Lory D. Rosenberg on Appeal Matters
, 01-14-2015 at 01:07 AM (6144 Views)
What's up with the categorical approach?
What’s up with the Solicitor General’s insistence that -- even after Moncrieffe v. Holder, 133 S.Ct. 1678 (2013) – the categorical approach, as clearly articulated by the Supreme Court, is not to be followed in construing a state drug paraphernalia conviction? Historically, and as undeniably revitalized by the Court’s 2013 opinions in Moncrieffe v. Holder, supra. and Descamps v. United States, 133 S.Ct. 2276, 2285 (2013), the controlling premise that in construing a conviction, it “is not what the offender actually did, but the crime of which he has been convicted,” enjoys wide acceptance.
The decision in Mellouli v. Holder, 719 F.3d 995 (8th Cir. 2013), issued on October 28, 2013 by the United States Court of Appeals for the Eighth Circuit, stands in stark contrast to the Supreme Court’s recent clarifications in Moncrieffe and Descamps. Rather, the Eighth Circuit did its best to sidestep the categorical approach altogether and diverted a good portion of its decision to the “special circumstances” exception to the categorical approach. Cf. Nijahwan v. Holder, 557 U.S. 29, (2009). Relying onpre-Moncrieffe BIA precedent, Matter of Martinez Espinoza, 25 I. & N. Dec. 118 (BIA 2009), the Eighth Circuit simply deferred to the BIA’s pre-Moncrieffe dismissal of Mellouli’s appeal, and held that Mellouli's “conviction for possession of drug paraphernalia involves drug trade in general and, thus, is covered under [8 U.S.C. § 1227(a)(2)(B)(i).”
This is a legally untenable position. Yet, it is the one that the Solicitor General will be arguing on Wednesday, January 14, 2015 when Mellouli’s petition is heard by the Supreme Court.
Enough with the “crime as defined,” what actually happened?
After Mr.

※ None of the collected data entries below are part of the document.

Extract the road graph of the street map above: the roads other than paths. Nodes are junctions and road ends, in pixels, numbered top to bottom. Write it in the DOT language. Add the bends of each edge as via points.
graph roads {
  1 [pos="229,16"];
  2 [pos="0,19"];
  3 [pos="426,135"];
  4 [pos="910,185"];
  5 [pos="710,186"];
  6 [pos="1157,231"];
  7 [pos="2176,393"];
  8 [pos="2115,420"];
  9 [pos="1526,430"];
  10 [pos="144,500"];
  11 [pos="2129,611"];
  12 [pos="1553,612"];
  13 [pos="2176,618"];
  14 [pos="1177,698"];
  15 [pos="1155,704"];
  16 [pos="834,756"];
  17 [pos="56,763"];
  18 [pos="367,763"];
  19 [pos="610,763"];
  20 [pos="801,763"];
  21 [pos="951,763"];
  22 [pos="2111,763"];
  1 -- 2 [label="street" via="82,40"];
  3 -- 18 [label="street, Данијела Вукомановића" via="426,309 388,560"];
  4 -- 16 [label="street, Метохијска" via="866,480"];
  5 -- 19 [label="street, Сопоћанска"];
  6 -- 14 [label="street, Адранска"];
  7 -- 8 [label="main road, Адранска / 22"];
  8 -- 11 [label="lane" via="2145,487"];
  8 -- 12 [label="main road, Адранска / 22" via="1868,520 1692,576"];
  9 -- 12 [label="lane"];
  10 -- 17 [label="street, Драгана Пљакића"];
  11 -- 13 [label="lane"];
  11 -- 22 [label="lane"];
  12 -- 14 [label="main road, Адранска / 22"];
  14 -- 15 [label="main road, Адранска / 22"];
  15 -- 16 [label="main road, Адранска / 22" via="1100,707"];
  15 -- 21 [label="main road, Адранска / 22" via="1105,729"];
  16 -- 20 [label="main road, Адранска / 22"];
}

Mellouli was arrested for DUI, deputies at the detention center discovered in Mellouli’s sock, four orange tablets bearing the inscription, “M Aphet Salts 30 mg.” The drug was Adderall, which is listed on both the Kansas and federal controlled substance schedules, and Mellouli had 4 tablets of it hidden in his sock when he was arrested.
Mellouli was charged with a level 6 felony of “trafficking in contraband in a jail,” but he did not plead guilty to this offense. The offense to which he actually pled guilty was misdemeanor possession of drug paraphernalia, in violation of Kan. Stat. Ann. § 21–36a09(b)(recodified at § 21–5709(b)), as charged in an amended complaint. The amended complaint did not identify the controlled substance Mellouli stored in his sock, which was deemed to be the “paraphernalia.”
Incidentally, if we are so interested in what Mr. Mellouli actually did, we should ask who puts 4 Adderall pills in his sock, gets drunk and then drives drunk in an effort to get arrested so he can engage in drug trafficking in jail? Plainly, Mellouli did not set out to engage in drug trafficking, as he initially was charged; what Mellouli actually did was to possess 4 Adderall tablets. If the categorical approach sometimes seems convoluted, just think about the criminal charges routinely lodged by law enforcement in relation to what happened. So much for dealing in actualities.
Ill-advised interpretations cannot stand
The crux of the matter is section 237(a) of the Immigration and Nationality Act (“INA”), 8 U.S.C. § 1227(a)(2)(B)(i), which lists as deportable and subject to removal,
Any alien who at any time after admission has been convicted of a violation of (or a conspiracy or attempt to violate) any law or regulation of a State, the United States, or a foreign country relating to a controlled substance (as defined in section 802 of Title 21), other than a single offense involving possession for one's own use of 30 grams or less of marijuana, is deportable. Id. (emphasis added).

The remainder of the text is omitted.